━━ RECORD EXCERPTS
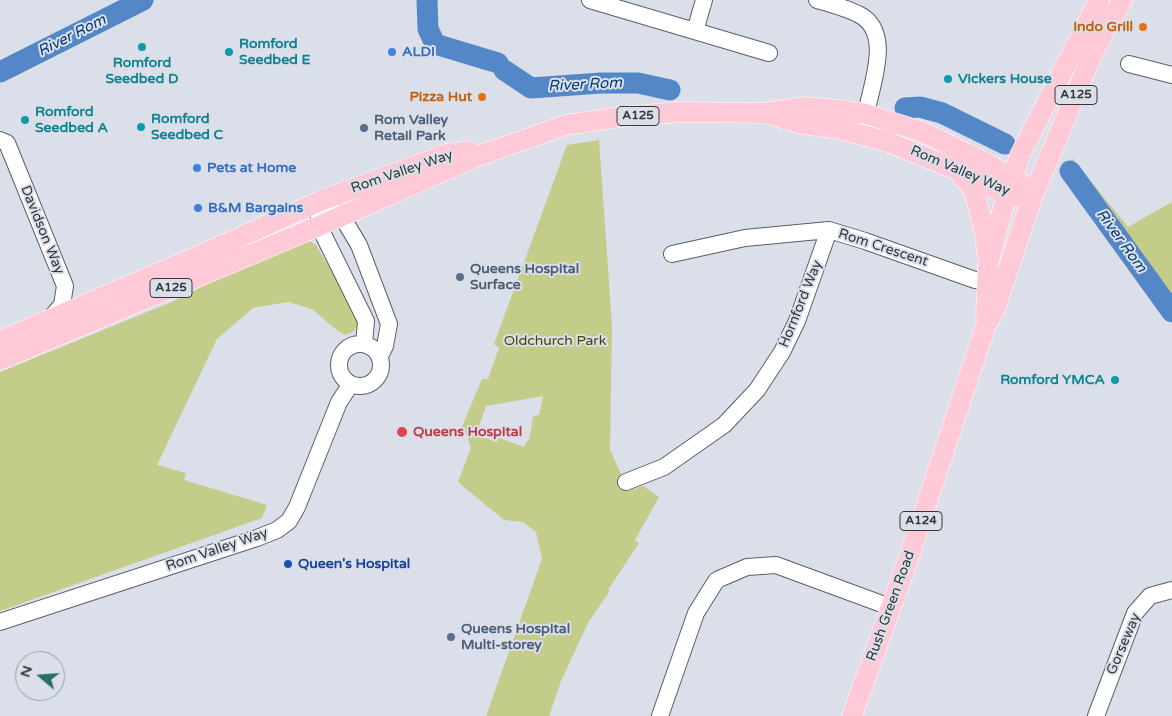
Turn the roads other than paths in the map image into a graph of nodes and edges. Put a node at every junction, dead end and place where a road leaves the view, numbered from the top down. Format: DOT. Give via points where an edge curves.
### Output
graph roads {
  1 [pos="590,0"];
  2 [pos="704,0"];
  3 [pos="817,0"];
  4 [pos="1099,0"];
  5 [pos="1122,0"];
  6 [pos="696,31"];
  7 [pos="769,53"];
  8 [pos="1129,64"];
  9 [pos="1172,75"];
  10 [pos="764,113"];
  11 [pos="866,114"];
  12 [pos="0,140"];
  13 [pos="888,142"];
  14 [pos="516,143"];
  15 [pos="1020,154"];
  16 [pos="990,164"];
  17 [pos="957,170"];
  18 [pos="1009,185"];
  19 [pos="1033,195"];
  20 [pos="320,201"];
  21 [pos="341,215"];
  22 [pos="319,226"];
  23 [pos="829,230"];
  24 [pos="672,254"];
  25 [pos="993,276"];
  26 [pos="47,322"];
  27 [pos="0,341"];
  28 [pos="364,344"];
  29 [pos="380,356"];
  30 [pos="0,360"];
  31 [pos="351,384"];
  32 [pos="626,482"];
  33 [pos="1172,590"];
  34 [pos="890,608"];
  35 [pos="0,622"];
  36 [pos="660,716"];
  37 [pos="852,716"];
  38 [pos="1096,716"];
  1 -- 6 [label="street"];
  2 -- 6 [label="street"];
  3 -- 11 [label="street" via="860,14 877,33 877,62"];
  4 -- 15 [label="main road, A125"];
  5 -- 19 [label="main road, A125" via="1094,50"];
  6 -- 7 [label="street"];
  8 -- 9 [label="street"];
  10 -- 11 [label="main road, Rom Valley Way / A125" via="804,107"];
  10 -- 13 [label="main road, Rom Valley Way / A125"];
  10 -- 14 [label="main road, Rom Valley Way / A125" via="680,112 620,117 566,125"];
  11 -- 13 [label="main road, Rom Valley Way / A125"];
  11 -- 16 [label="main road, Rom Valley Way / A125" via="923,132"];
  12 -- 26 [label="street, Davidson Way" via="6,142 65,286 62,305"];
  13 -- 17 [label="main road, Rom Valley Way / A125"];
  14 -- 20 [label="main road, Rom Valley Way / A125" via="447,154"];
  14 -- 21 [label="main road, Rom Valley Way / A125"];
  15 -- 16 [label="main road, Rom Valley Way" via="1005,164"];
  15 -- 18 [label="main road, A125"];
  16 -- 18 [label="main road, Rom Valley Way / A125"];
  17 -- 18 [label="main road, Rom Valley Way / A125" via="991,188"];
  17 -- 25 [label="main road, Rush Green Road / A124" via="974,191 986,233"];
  18 -- 19 [label="main road, Rom Valley Way / A125"];
  18 -- 25 [label="main road, Rush Green Road / A124"];
  19 -- 25 [label="main road, Rush Green Road / A124"];
  20 -- 21 [label="street"];
  20 -- 22 [label="street"];
  20 -- 26 [label="main road, Rom Valley Way / A125"];
  21 -- 22 [label="main road, Rom Valley Way / A125"];
  21 -- 29 [label="street" via="359,246 388,324"];
  22 -- 28 [label="street" via="366,321"];
  22 -- 30 [label="main road, Rom Valley Way / A125"];
  23 -- 24 [label="street, Rom Crescent" via="745,238"];
  23 -- 25 [label="street, Rom Crescent" via="975,280"];
  23 -- 32 [label="street, Hornford Way" via="797,320 782,352 757,390 724,424 664,467"];
  25 -- 34 [label="main road, Rush Green Road / A124" via="985,309 986,326"];
  26 -- 27 [label="main road, Rom Valley Way / A125"];
  28 -- 29 [label="street" via="374,348"];
  28 -- 31 [label="street" via="354,344 341,355 340,368"];
  29 -- 31 [label="street" via="381,368 374,381 367,385"];
  31 -- 35 [label="street, Rom Valley Way" via="339,402 297,507 289,521 277,530"];
  33 -- 38 [label="street, Gorseway" via="1150,596 1135,613"];
  34 -- 36 [label="street" via="776,565 747,567 719,579 696,612"];
  34 -- 37 [label="main road, Rush Green Road / A124"];
}
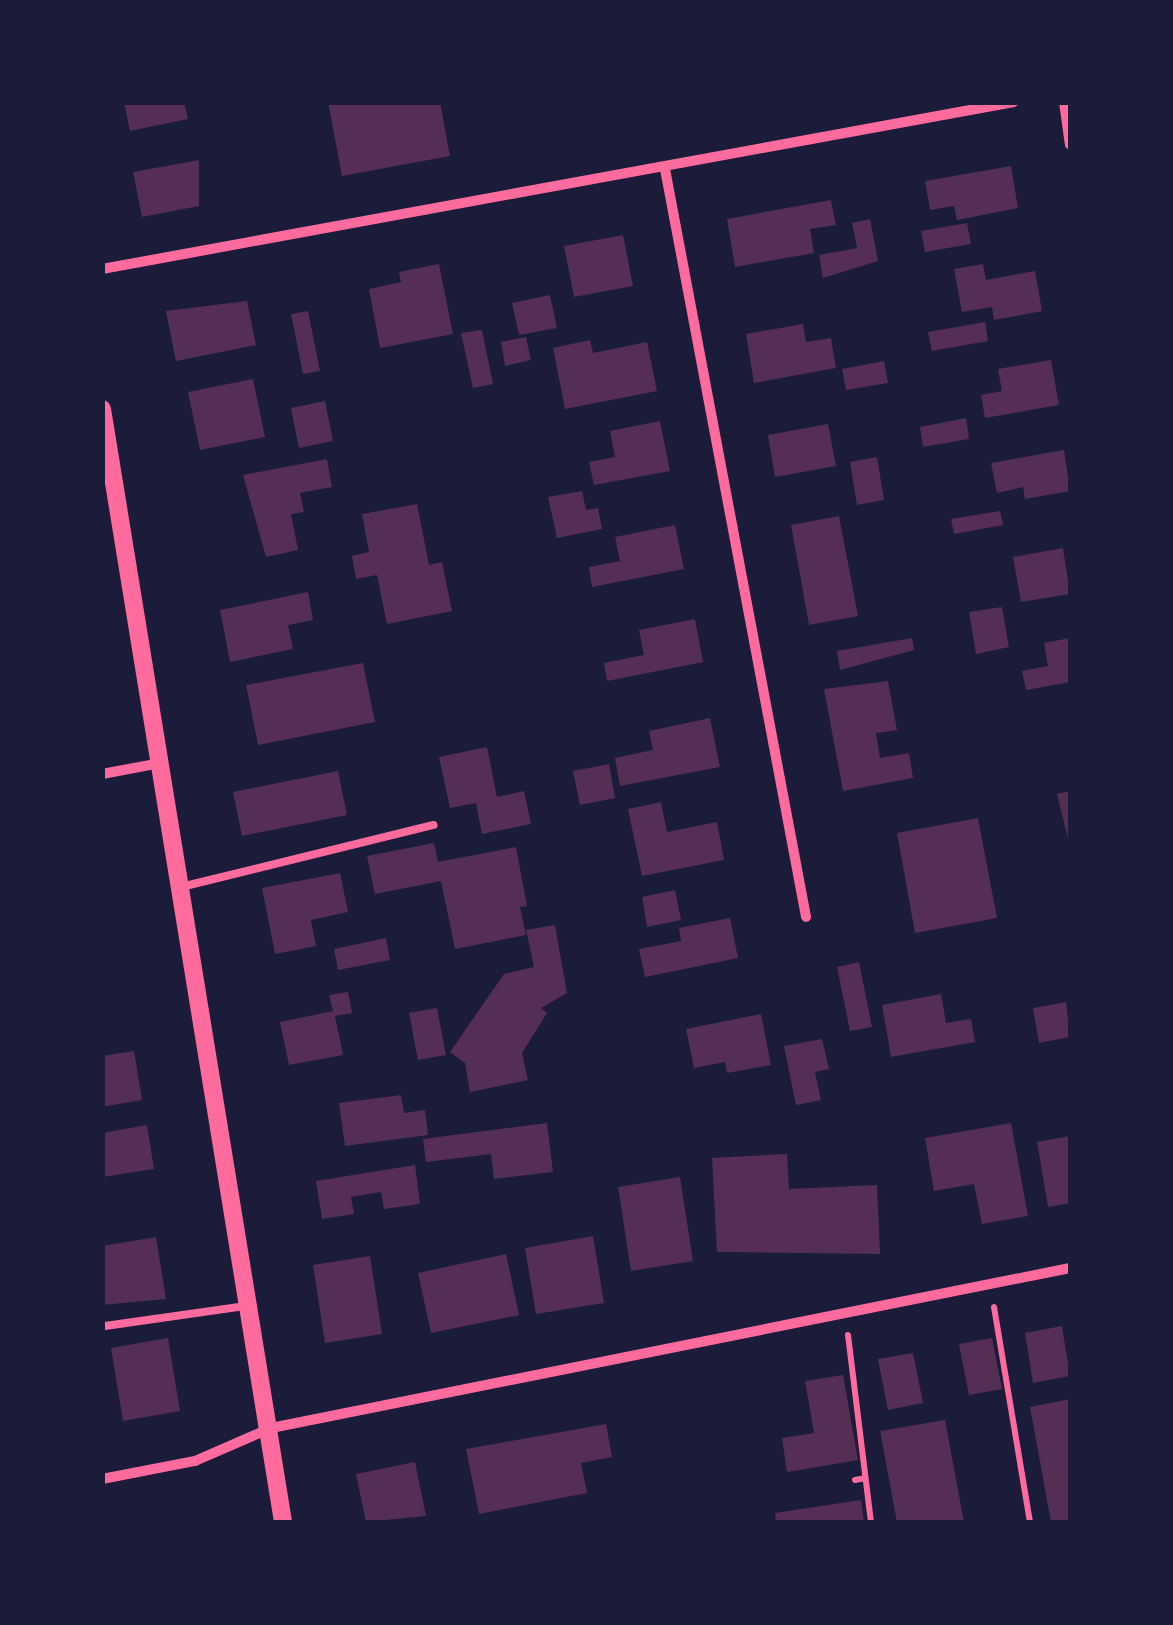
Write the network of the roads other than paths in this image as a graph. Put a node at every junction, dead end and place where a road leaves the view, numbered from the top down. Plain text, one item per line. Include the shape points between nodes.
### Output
1 (1014, 102) edge
2 (1064, 102) edge
3 (949, 108) edge
4 (1070, 146) edge
5 (664, 169) junction
6 (102, 270) edge
7 (102, 409) edge
8 (160, 763) junction
9 (102, 774) edge
10 (433, 825) dead end
11 (181, 887) junction
12 (806, 917) dead end
13 (1070, 1268) edge
14 (250, 1305) junction
15 (104, 1326) edge
16 (270, 1428) junction
17 (102, 1480) edge
18 (283, 1522) edge

1 - 3 street
2 - 4 street
3 - 5 street
5 - 6 street
5 - 12 street
7 - 8 street
8 - 9 street
8 - 11 street
10 - 11 lane
11 - 14 street
13 - 16 street
14 - 15 lane
14 - 16 street
16 - 17 street via 195,1462
16 - 18 street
━━━━
AIM OF THE TASK: Repeat the records above exactly, without any pictures.

TASK ANSWER:
Turn the roads other than paths in the map image into a graph of nodes and edges. Put a node at every junction, dead end and place where a road leaves the view, numbered from the top down. Format: DOT. Give via points where an edge curves.
### Output
graph roads {
  1 [pos="590,0"];
  2 [pos="704,0"];
  3 [pos="817,0"];
  4 [pos="1099,0"];
  5 [pos="1122,0"];
  6 [pos="696,31"];
  7 [pos="769,53"];
  8 [pos="1129,64"];
  9 [pos="1172,75"];
  10 [pos="764,113"];
  11 [pos="866,114"];
  12 [pos="0,140"];
  13 [pos="888,142"];
  14 [pos="516,143"];
  15 [pos="1020,154"];
  16 [pos="990,164"];
  17 [pos="957,170"];
  18 [pos="1009,185"];
  19 [pos="1033,195"];
  20 [pos="320,201"];
  21 [pos="341,215"];
  22 [pos="319,226"];
  23 [pos="829,230"];
  24 [pos="672,254"];
  25 [pos="993,276"];
  26 [pos="47,322"];
  27 [pos="0,341"];
  28 [pos="364,344"];
  29 [pos="380,356"];
  30 [pos="0,360"];
  31 [pos="351,384"];
  32 [pos="626,482"];
  33 [pos="1172,590"];
  34 [pos="890,608"];
  35 [pos="0,622"];
  36 [pos="660,716"];
  37 [pos="852,716"];
  38 [pos="1096,716"];
  1 -- 6 [label="street"];
  2 -- 6 [label="street"];
  3 -- 11 [label="street" via="860,14 877,33 877,62"];
  4 -- 15 [label="main road, A125"];
  5 -- 19 [label="main road, A125" via="1094,50"];
  6 -- 7 [label="street"];
  8 -- 9 [label="street"];
  10 -- 11 [label="main road, Rom Valley Way / A125" via="804,107"];
  10 -- 13 [label="main road, Rom Valley Way / A125"];
  10 -- 14 [label="main road, Rom Valley Way / A125" via="680,112 620,117 566,125"];
  11 -- 13 [label="main road, Rom Valley Way / A125"];
  11 -- 16 [label="main road, Rom Valley Way / A125" via="923,132"];
  12 -- 26 [label="street, Davidson Way" via="6,142 65,286 62,305"];
  13 -- 17 [label="main road, Rom Valley Way / A125"];
  14 -- 20 [label="main road, Rom Valley Way / A125" via="447,154"];
  14 -- 21 [label="main road, Rom Valley Way / A125"];
  15 -- 16 [label="main road, Rom Valley Way" via="1005,164"];
  15 -- 18 [label="main road, A125"];
  16 -- 18 [label="main road, Rom Valley Way / A125"];
  17 -- 18 [label="main road, Rom Valley Way / A125" via="991,188"];
  17 -- 25 [label="main road, Rush Green Road / A124" via="974,191 986,233"];
  18 -- 19 [label="main road, Rom Valley Way / A125"];
  18 -- 25 [label="main road, Rush Green Road / A124"];
  19 -- 25 [label="main road, Rush Green Road / A124"];
  20 -- 21 [label="street"];
  20 -- 22 [label="street"];
  20 -- 26 [label="main road, Rom Valley Way / A125"];
  21 -- 22 [label="main road, Rom Valley Way / A125"];
  21 -- 29 [label="street" via="359,246 388,324"];
  22 -- 28 [label="street" via="366,321"];
  22 -- 30 [label="main road, Rom Valley Way / A125"];
  23 -- 24 [label="street, Rom Crescent" via="745,238"];
  23 -- 25 [label="street, Rom Crescent" via="975,280"];
  23 -- 32 [label="street, Hornford Way" via="797,320 782,352 757,390 724,424 664,467"];
  25 -- 34 [label="main road, Rush Green Road / A124" via="985,309 986,326"];
  26 -- 27 [label="main road, Rom Valley Way / A125"];
  28 -- 29 [label="street" via="374,348"];
  28 -- 31 [label="street" via="354,344 341,355 340,368"];
  29 -- 31 [label="street" via="381,368 374,381 367,385"];
  31 -- 35 [label="street, Rom Valley Way" via="339,402 297,507 289,521 277,530"];
  33 -- 38 [label="street, Gorseway" via="1150,596 1135,613"];
  34 -- 36 [label="street" via="776,565 747,567 719,579 696,612"];
  34 -- 37 [label="main road, Rush Green Road / A124"];
}
Write the network of the roads other than paths in this image as a graph. Put a node at every junction, dead end and place where a road leaves the view, numbered from the top down. Plain text, one item per line. Include the shape points between nodes.
### Output
1 (1014, 102) edge
2 (1064, 102) edge
3 (949, 108) edge
4 (1070, 146) edge
5 (664, 169) junction
6 (102, 270) edge
7 (102, 409) edge
8 (160, 763) junction
9 (102, 774) edge
10 (433, 825) dead end
11 (181, 887) junction
12 (806, 917) dead end
13 (1070, 1268) edge
14 (250, 1305) junction
15 (104, 1326) edge
16 (270, 1428) junction
17 (102, 1480) edge
18 (283, 1522) edge

1 - 3 street
2 - 4 street
3 - 5 street
5 - 6 street
5 - 12 street
7 - 8 street
8 - 9 street
8 - 11 street
10 - 11 lane
11 - 14 street
13 - 16 street
14 - 15 lane
14 - 16 street
16 - 17 street via 195,1462
16 - 18 street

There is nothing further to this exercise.